WORK ORDER: A word-for-word restatement of all the records is the required answer.
[Opening DATA section]
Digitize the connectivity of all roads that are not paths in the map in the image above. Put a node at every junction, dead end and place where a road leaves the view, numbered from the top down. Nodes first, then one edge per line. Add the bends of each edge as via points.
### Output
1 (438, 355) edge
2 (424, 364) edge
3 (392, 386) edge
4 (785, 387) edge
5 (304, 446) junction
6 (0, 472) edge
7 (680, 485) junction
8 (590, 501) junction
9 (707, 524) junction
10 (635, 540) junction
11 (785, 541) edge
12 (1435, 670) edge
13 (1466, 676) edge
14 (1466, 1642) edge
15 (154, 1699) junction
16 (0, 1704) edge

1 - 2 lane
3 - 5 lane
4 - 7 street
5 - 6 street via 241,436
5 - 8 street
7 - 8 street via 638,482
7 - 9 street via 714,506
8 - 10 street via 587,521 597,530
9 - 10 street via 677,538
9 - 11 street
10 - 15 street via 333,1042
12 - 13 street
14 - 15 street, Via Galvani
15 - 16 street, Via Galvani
[Closing DATA section]
THE ANSWER:
Digitize the connectivity of all roads that are not paths in the map in the image above. Put a node at every junction, dead end and place where a road leaves the view, numbered from the top down. Nodes first, then one edge per line. Add the bends of each edge as via points.
### Output
1 (438, 355) edge
2 (424, 364) edge
3 (392, 386) edge
4 (785, 387) edge
5 (304, 446) junction
6 (0, 472) edge
7 (680, 485) junction
8 (590, 501) junction
9 (707, 524) junction
10 (635, 540) junction
11 (785, 541) edge
12 (1435, 670) edge
13 (1466, 676) edge
14 (1466, 1642) edge
15 (154, 1699) junction
16 (0, 1704) edge

1 - 2 lane
3 - 5 lane
4 - 7 street
5 - 6 street via 241,436
5 - 8 street
7 - 8 street via 638,482
7 - 9 street via 714,506
8 - 10 street via 587,521 597,530
9 - 10 street via 677,538
9 - 11 street
10 - 15 street via 333,1042
12 - 13 street
14 - 15 street, Via Galvani
15 - 16 street, Via Galvani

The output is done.